**Problem statement**:
Copy, from the entries below, each line where the word "Brigade" can be found.

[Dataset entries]
'''

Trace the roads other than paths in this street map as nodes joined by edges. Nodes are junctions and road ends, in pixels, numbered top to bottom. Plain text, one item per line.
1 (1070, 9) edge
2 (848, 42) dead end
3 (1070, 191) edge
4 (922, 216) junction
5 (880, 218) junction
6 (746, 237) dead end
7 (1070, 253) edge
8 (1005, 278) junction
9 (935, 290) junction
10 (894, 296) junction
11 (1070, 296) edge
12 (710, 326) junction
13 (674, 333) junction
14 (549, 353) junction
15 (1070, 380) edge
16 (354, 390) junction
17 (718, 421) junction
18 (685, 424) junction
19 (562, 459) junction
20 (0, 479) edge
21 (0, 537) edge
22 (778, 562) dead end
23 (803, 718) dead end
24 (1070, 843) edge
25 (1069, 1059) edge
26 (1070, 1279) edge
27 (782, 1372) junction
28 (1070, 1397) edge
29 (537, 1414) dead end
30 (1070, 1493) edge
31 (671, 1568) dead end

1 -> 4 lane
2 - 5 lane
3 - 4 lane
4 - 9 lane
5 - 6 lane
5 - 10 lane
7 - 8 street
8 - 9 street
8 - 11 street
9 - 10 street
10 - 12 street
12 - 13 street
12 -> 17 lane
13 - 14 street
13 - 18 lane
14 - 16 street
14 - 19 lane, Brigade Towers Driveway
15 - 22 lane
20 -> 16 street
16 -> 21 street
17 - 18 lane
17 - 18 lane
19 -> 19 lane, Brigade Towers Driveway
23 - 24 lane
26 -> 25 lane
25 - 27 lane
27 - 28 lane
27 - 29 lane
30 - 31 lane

'''

**Written response**:
14 - 19 lane, Brigade Towers Driveway
19 -> 19 lane, Brigade Towers Driveway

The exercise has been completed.